WHAT TO DO: Repeat precisely the span of lines below that opens with the line containing "c.move_to(x, y)" and closes with the line containing "c.restore()", both included.

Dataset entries
☆ ☆ ☆
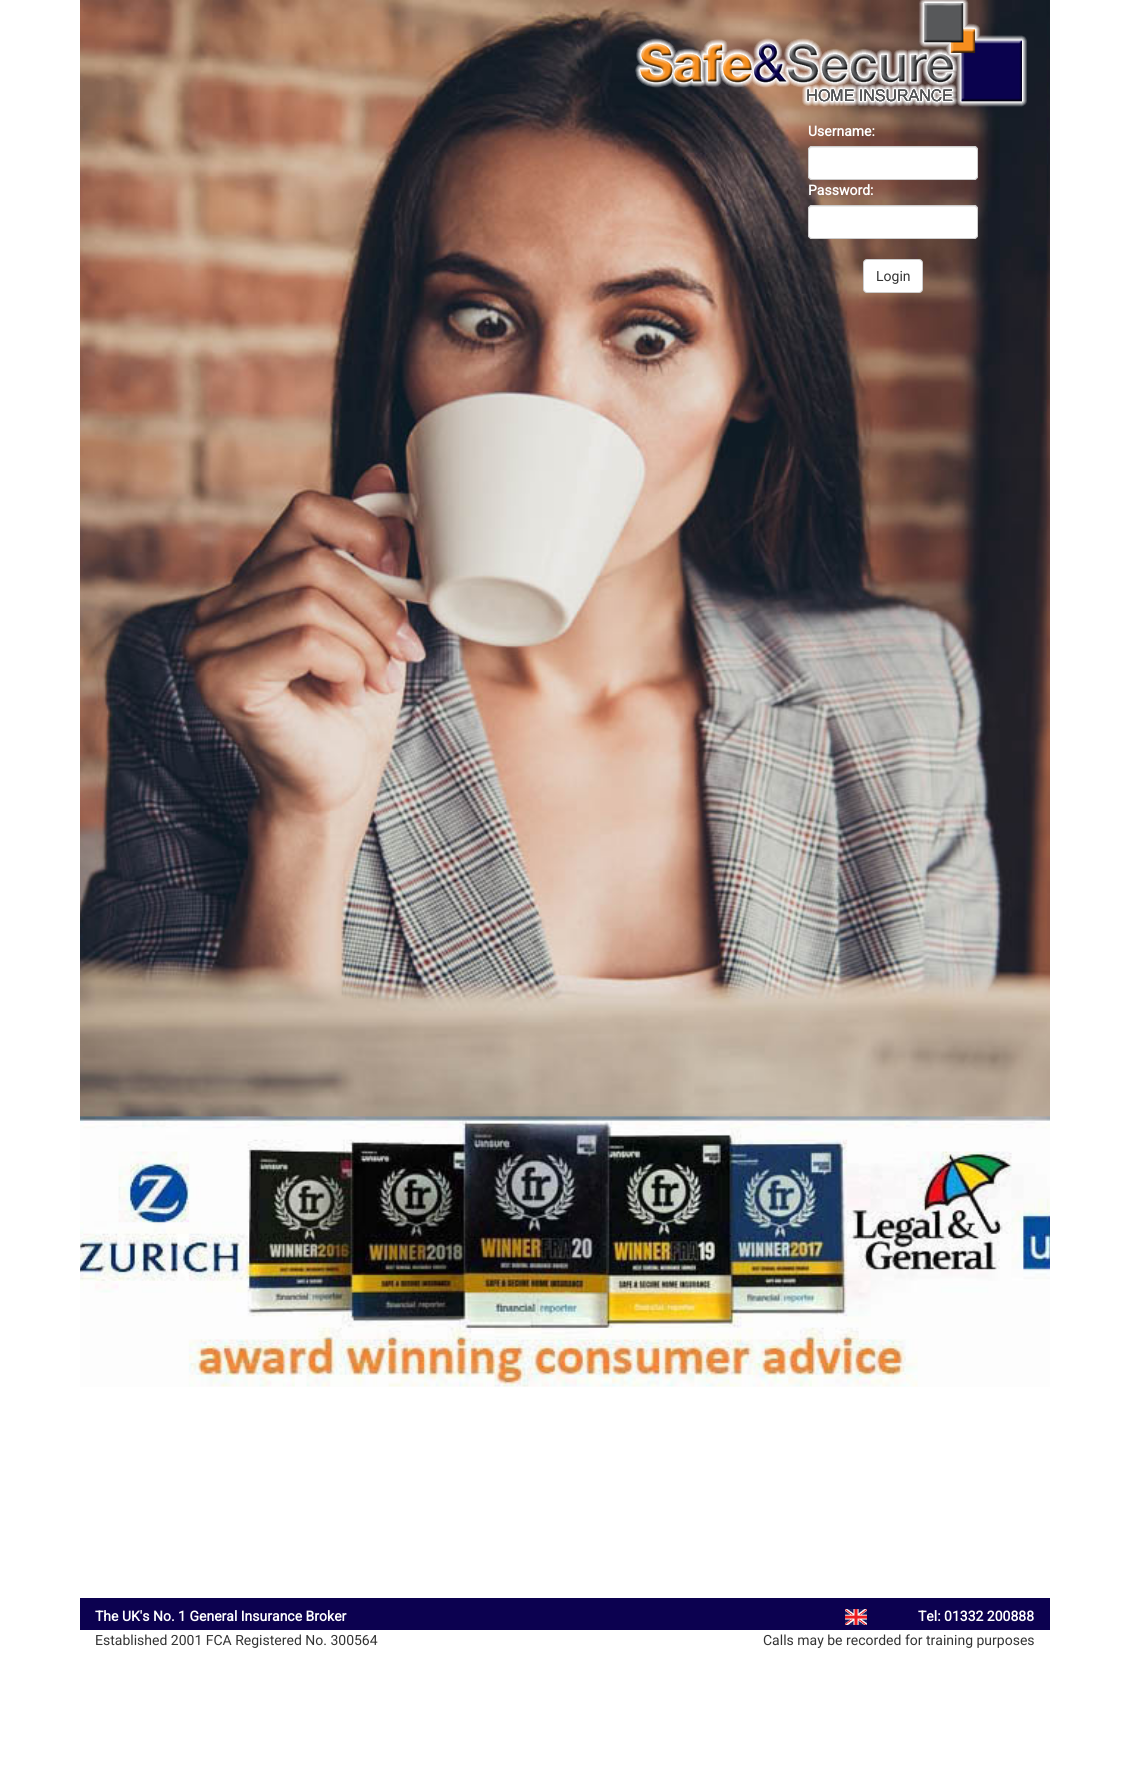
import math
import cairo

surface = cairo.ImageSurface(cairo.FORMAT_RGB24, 1129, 1776)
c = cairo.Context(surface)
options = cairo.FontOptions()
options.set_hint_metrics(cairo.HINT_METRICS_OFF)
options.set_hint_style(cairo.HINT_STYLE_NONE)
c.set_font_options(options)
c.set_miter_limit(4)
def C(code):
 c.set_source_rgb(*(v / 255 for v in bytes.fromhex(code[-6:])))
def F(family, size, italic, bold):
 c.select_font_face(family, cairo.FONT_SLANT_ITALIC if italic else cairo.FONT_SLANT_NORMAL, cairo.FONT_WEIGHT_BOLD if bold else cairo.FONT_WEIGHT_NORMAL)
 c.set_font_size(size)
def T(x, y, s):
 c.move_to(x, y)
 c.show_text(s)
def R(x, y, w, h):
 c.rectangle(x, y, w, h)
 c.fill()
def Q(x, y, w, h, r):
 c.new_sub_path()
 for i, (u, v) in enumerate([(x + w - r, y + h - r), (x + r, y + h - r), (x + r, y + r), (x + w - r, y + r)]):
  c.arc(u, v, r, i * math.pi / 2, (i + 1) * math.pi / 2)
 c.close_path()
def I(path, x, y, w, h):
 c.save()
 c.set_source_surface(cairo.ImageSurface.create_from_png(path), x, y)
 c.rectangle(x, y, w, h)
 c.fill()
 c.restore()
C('ffffff')
c.paint()
I('1.png',80,0,970,1387)
I('2.png',635,0,392,107)
F('Roboto',14,0,1)
C('ffffff')
T(808,136,'Username:')
Q(808,146,170,34,4)
c.fill()
C('ececec')
c.new_path()
c.move_to(812,148)
c.line_to(974,148)
c.curve_to(976,148,977,149,977,151)
c.line_to(977,150)
c.curve_to(977,148,976,147,974,147)
c.line_to(812,147)
c.curve_to(810,147,809,148,809,150)
c.line_to(809,151)
c.curve_to(809,149,810,148,812,148)
c.close_path()
c.fill()
Q(808.5,146.5,169,33,3.5)
C('cccccc')
c.set_line_width(1)
c.stroke()
C('ffffff')
T(808,195,'Password:')
Q(808,205,170,34,4)
c.fill()
C('ececec')
c.new_path()
c.move_to(812,207)
c.line_to(974,207)
c.curve_to(976,207,977,208,977,210)
c.line_to(977,209)
c.curve_to(977,207,976,206,974,206)
c.line_to(812,206)
c.curve_to(810,206,809,207,809,209)
c.line_to(809,210)
c.curve_to(809,208,810,207,812,207)
c.close_path()
c.fill()
Q(808.5,205.5,169,33,3.5)
C('cccccc')
c.stroke()
C('ffffff')
Q(863.5,259.5,59,33,3.5)
c.fill_preserve()
C('cccccc')
c.stroke()
F('Roboto',14,0,0)
C('333333')
T(876,281,'Login')
C('0c0150')
R(80,1598,970,32)
F('Roboto',14,0,1)
C('ffffff')
T(95,1621,'The UK\'s No. 1 General Insurance Broker')
I('3.png',845,1609,22,16)
T(918,1621,'Tel: 01332 200888')
F('Roboto',14,0,0)
C('333333')
T(95,1645,'Established 2001 FCA Registered No. 300564')
T(763,1645,'Calls may be recorded for training purposes')
surface.write_to_png('o.png')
☆ ☆ ☆
EXPECTED OUTPUT:
 c.move_to(x, y)
 c.show_text(s)
def R(x, y, w, h):
 c.rectangle(x, y, w, h)
 c.fill()
def Q(x, y, w, h, r):
 c.new_sub_path()
 for i, (u, v) in enumerate([(x + w - r, y + h - r), (x + r, y + h - r), (x + r, y + r), (x + w - r, y + r)]):
  c.arc(u, v, r, i * math.pi / 2, (i + 1) * math.pi / 2)
 c.close_path()
def I(path, x, y, w, h):
 c.save()
 c.set_source_surface(cairo.ImageSurface.create_from_png(path), x, y)
 c.rectangle(x, y, w, h)
 c.fill()
 c.restore()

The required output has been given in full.